What you have to do: Would you reproduce the entries that follow exactly as they appear?
------------------------------------------------------------------------
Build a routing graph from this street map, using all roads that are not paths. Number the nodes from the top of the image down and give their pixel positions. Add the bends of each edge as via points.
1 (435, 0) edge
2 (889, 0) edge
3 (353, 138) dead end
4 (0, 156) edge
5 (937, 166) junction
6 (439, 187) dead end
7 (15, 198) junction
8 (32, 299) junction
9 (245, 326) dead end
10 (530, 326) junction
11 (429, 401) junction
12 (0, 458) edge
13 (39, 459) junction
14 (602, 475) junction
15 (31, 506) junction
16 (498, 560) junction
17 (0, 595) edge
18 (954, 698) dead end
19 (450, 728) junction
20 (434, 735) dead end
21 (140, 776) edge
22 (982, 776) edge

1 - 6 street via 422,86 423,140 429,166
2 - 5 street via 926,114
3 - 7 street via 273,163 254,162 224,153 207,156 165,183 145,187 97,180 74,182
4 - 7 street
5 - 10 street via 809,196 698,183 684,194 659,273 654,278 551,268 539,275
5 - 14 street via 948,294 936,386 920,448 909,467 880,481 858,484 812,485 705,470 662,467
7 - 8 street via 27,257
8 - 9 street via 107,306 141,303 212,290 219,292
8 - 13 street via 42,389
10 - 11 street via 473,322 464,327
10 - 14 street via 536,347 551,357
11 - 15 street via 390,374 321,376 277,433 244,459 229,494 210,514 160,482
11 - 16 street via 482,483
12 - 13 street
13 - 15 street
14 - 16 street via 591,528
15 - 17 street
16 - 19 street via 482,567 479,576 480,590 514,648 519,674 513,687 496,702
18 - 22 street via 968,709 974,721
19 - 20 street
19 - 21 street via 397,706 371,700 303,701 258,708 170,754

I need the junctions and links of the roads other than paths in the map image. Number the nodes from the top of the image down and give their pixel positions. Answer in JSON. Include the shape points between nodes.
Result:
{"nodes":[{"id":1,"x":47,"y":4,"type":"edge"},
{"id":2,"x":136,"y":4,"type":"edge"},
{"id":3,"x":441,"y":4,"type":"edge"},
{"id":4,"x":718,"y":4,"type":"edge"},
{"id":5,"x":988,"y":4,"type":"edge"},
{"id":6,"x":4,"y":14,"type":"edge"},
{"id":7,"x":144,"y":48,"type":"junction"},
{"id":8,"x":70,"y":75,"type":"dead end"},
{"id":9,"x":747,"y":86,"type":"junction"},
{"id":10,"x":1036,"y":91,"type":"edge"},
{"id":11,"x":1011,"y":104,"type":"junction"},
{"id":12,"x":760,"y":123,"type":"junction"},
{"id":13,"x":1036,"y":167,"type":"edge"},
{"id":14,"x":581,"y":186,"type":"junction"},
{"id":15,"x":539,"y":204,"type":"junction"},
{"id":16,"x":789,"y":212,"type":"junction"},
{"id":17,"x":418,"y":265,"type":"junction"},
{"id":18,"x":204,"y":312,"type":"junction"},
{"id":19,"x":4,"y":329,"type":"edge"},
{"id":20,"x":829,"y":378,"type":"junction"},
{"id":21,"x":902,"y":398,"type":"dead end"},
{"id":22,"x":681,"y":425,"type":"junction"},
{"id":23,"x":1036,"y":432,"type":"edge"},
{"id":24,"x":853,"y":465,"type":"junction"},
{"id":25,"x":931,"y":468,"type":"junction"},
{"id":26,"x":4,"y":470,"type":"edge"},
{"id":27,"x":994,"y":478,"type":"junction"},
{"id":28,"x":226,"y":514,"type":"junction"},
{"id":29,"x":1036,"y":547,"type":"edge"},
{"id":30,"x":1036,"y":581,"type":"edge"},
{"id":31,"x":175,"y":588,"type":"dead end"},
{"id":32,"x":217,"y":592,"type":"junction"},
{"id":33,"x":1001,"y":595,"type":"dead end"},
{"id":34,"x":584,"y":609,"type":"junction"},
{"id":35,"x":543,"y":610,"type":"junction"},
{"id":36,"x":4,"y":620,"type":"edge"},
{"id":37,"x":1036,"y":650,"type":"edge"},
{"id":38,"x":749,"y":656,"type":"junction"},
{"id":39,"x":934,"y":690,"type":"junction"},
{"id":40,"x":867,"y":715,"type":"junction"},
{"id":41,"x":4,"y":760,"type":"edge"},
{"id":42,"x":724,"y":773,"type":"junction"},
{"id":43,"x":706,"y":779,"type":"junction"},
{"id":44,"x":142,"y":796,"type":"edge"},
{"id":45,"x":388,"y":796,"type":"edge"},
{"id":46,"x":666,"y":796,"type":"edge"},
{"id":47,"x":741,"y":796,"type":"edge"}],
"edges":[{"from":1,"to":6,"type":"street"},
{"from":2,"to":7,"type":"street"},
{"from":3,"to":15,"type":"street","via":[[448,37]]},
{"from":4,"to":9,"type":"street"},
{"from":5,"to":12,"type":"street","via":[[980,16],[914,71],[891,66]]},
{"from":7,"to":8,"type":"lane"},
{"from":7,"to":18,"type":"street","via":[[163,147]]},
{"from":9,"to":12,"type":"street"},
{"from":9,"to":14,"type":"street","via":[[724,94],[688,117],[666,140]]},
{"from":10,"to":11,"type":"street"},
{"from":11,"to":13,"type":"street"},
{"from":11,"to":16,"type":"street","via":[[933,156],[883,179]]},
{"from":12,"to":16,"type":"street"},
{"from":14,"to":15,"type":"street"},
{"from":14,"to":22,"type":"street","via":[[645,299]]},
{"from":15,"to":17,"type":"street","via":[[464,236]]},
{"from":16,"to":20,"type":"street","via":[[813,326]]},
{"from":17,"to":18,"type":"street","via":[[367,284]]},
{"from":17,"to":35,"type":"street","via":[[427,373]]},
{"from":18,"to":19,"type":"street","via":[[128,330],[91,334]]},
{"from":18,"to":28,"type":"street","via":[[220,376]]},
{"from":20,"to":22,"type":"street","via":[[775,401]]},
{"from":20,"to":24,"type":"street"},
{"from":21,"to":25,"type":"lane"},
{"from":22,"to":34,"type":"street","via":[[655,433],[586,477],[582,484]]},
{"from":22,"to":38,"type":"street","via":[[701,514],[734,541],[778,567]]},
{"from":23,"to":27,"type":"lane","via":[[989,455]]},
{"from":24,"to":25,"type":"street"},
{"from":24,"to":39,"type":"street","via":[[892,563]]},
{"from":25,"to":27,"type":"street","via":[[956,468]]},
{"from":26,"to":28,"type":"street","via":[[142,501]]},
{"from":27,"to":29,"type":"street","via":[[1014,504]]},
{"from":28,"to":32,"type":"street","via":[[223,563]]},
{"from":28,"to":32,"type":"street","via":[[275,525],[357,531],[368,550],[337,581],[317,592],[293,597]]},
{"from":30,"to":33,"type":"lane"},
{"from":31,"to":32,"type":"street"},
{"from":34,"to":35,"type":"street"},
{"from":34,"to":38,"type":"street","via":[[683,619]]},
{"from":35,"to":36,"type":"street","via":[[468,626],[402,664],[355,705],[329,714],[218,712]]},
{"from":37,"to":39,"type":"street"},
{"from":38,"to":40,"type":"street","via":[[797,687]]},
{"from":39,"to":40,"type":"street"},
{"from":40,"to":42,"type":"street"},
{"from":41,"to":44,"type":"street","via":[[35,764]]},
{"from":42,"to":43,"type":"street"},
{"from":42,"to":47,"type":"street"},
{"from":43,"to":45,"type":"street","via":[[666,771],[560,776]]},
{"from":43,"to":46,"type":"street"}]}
------------------------------------------------------------------------
Exercise output:
Build a routing graph from this street map, using all roads that are not paths. Number the nodes from the top of the image down and give their pixel positions. Add the bends of each edge as via points.
1 (435, 0) edge
2 (889, 0) edge
3 (353, 138) dead end
4 (0, 156) edge
5 (937, 166) junction
6 (439, 187) dead end
7 (15, 198) junction
8 (32, 299) junction
9 (245, 326) dead end
10 (530, 326) junction
11 (429, 401) junction
12 (0, 458) edge
13 (39, 459) junction
14 (602, 475) junction
15 (31, 506) junction
16 (498, 560) junction
17 (0, 595) edge
18 (954, 698) dead end
19 (450, 728) junction
20 (434, 735) dead end
21 (140, 776) edge
22 (982, 776) edge

1 - 6 street via 422,86 423,140 429,166
2 - 5 street via 926,114
3 - 7 street via 273,163 254,162 224,153 207,156 165,183 145,187 97,180 74,182
4 - 7 street
5 - 10 street via 809,196 698,183 684,194 659,273 654,278 551,268 539,275
5 - 14 street via 948,294 936,386 920,448 909,467 880,481 858,484 812,485 705,470 662,467
7 - 8 street via 27,257
8 - 9 street via 107,306 141,303 212,290 219,292
8 - 13 street via 42,389
10 - 11 street via 473,322 464,327
10 - 14 street via 536,347 551,357
11 - 15 street via 390,374 321,376 277,433 244,459 229,494 210,514 160,482
11 - 16 street via 482,483
12 - 13 street
13 - 15 street
14 - 16 street via 591,528
15 - 17 street
16 - 19 street via 482,567 479,576 480,590 514,648 519,674 513,687 496,702
18 - 22 street via 968,709 974,721
19 - 20 street
19 - 21 street via 397,706 371,700 303,701 258,708 170,754

I need the junctions and links of the roads other than paths in the map image. Number the nodes from the top of the image down and give their pixel positions. Answer in JSON. Include the shape points between nodes.
Result:
{"nodes":[{"id":1,"x":47,"y":4,"type":"edge"},
{"id":2,"x":136,"y":4,"type":"edge"},
{"id":3,"x":441,"y":4,"type":"edge"},
{"id":4,"x":718,"y":4,"type":"edge"},
{"id":5,"x":988,"y":4,"type":"edge"},
{"id":6,"x":4,"y":14,"type":"edge"},
{"id":7,"x":144,"y":48,"type":"junction"},
{"id":8,"x":70,"y":75,"type":"dead end"},
{"id":9,"x":747,"y":86,"type":"junction"},
{"id":10,"x":1036,"y":91,"type":"edge"},
{"id":11,"x":1011,"y":104,"type":"junction"},
{"id":12,"x":760,"y":123,"type":"junction"},
{"id":13,"x":1036,"y":167,"type":"edge"},
{"id":14,"x":581,"y":186,"type":"junction"},
{"id":15,"x":539,"y":204,"type":"junction"},
{"id":16,"x":789,"y":212,"type":"junction"},
{"id":17,"x":418,"y":265,"type":"junction"},
{"id":18,"x":204,"y":312,"type":"junction"},
{"id":19,"x":4,"y":329,"type":"edge"},
{"id":20,"x":829,"y":378,"type":"junction"},
{"id":21,"x":902,"y":398,"type":"dead end"},
{"id":22,"x":681,"y":425,"type":"junction"},
{"id":23,"x":1036,"y":432,"type":"edge"},
{"id":24,"x":853,"y":465,"type":"junction"},
{"id":25,"x":931,"y":468,"type":"junction"},
{"id":26,"x":4,"y":470,"type":"edge"},
{"id":27,"x":994,"y":478,"type":"junction"},
{"id":28,"x":226,"y":514,"type":"junction"},
{"id":29,"x":1036,"y":547,"type":"edge"},
{"id":30,"x":1036,"y":581,"type":"edge"},
{"id":31,"x":175,"y":588,"type":"dead end"},
{"id":32,"x":217,"y":592,"type":"junction"},
{"id":33,"x":1001,"y":595,"type":"dead end"},
{"id":34,"x":584,"y":609,"type":"junction"},
{"id":35,"x":543,"y":610,"type":"junction"},
{"id":36,"x":4,"y":620,"type":"edge"},
{"id":37,"x":1036,"y":650,"type":"edge"},
{"id":38,"x":749,"y":656,"type":"junction"},
{"id":39,"x":934,"y":690,"type":"junction"},
{"id":40,"x":867,"y":715,"type":"junction"},
{"id":41,"x":4,"y":760,"type":"edge"},
{"id":42,"x":724,"y":773,"type":"junction"},
{"id":43,"x":706,"y":779,"type":"junction"},
{"id":44,"x":142,"y":796,"type":"edge"},
{"id":45,"x":388,"y":796,"type":"edge"},
{"id":46,"x":666,"y":796,"type":"edge"},
{"id":47,"x":741,"y":796,"type":"edge"}],
"edges":[{"from":1,"to":6,"type":"street"},
{"from":2,"to":7,"type":"street"},
{"from":3,"to":15,"type":"street","via":[[448,37]]},
{"from":4,"to":9,"type":"street"},
{"from":5,"to":12,"type":"street","via":[[980,16],[914,71],[891,66]]},
{"from":7,"to":8,"type":"lane"},
{"from":7,"to":18,"type":"street","via":[[163,147]]},
{"from":9,"to":12,"type":"street"},
{"from":9,"to":14,"type":"street","via":[[724,94],[688,117],[666,140]]},
{"from":10,"to":11,"type":"street"},
{"from":11,"to":13,"type":"street"},
{"from":11,"to":16,"type":"street","via":[[933,156],[883,179]]},
{"from":12,"to":16,"type":"street"},
{"from":14,"to":15,"type":"street"},
{"from":14,"to":22,"type":"street","via":[[645,299]]},
{"from":15,"to":17,"type":"street","via":[[464,236]]},
{"from":16,"to":20,"type":"street","via":[[813,326]]},
{"from":17,"to":18,"type":"street","via":[[367,284]]},
{"from":17,"to":35,"type":"street","via":[[427,373]]},
{"from":18,"to":19,"type":"street","via":[[128,330],[91,334]]},
{"from":18,"to":28,"type":"street","via":[[220,376]]},
{"from":20,"to":22,"type":"street","via":[[775,401]]},
{"from":20,"to":24,"type":"street"},
{"from":21,"to":25,"type":"lane"},
{"from":22,"to":34,"type":"street","via":[[655,433],[586,477],[582,484]]},
{"from":22,"to":38,"type":"street","via":[[701,514],[734,541],[778,567]]},
{"from":23,"to":27,"type":"lane","via":[[989,455]]},
{"from":24,"to":25,"type":"street"},
{"from":24,"to":39,"type":"street","via":[[892,563]]},
{"from":25,"to":27,"type":"street","via":[[956,468]]},
{"from":26,"to":28,"type":"street","via":[[142,501]]},
{"from":27,"to":29,"type":"street","via":[[1014,504]]},
{"from":28,"to":32,"type":"street","via":[[223,563]]},
{"from":28,"to":32,"type":"street","via":[[275,525],[357,531],[368,550],[337,581],[317,592],[293,597]]},
{"from":30,"to":33,"type":"lane"},
{"from":31,"to":32,"type":"street"},
{"from":34,"to":35,"type":"street"},
{"from":34,"to":38,"type":"street","via":[[683,619]]},
{"from":35,"to":36,"type":"street","via":[[468,626],[402,664],[355,705],[329,714],[218,712]]},
{"from":37,"to":39,"type":"street"},
{"from":38,"to":40,"type":"street","via":[[797,687]]},
{"from":39,"to":40,"type":"street"},
{"from":40,"to":42,"type":"street"},
{"from":41,"to":44,"type":"street","via":[[35,764]]},
{"from":42,"to":43,"type":"street"},
{"from":42,"to":47,"type":"street"},
{"from":43,"to":45,"type":"street","via":[[666,771],[560,776]]},
{"from":43,"to":46,"type":"street"}]}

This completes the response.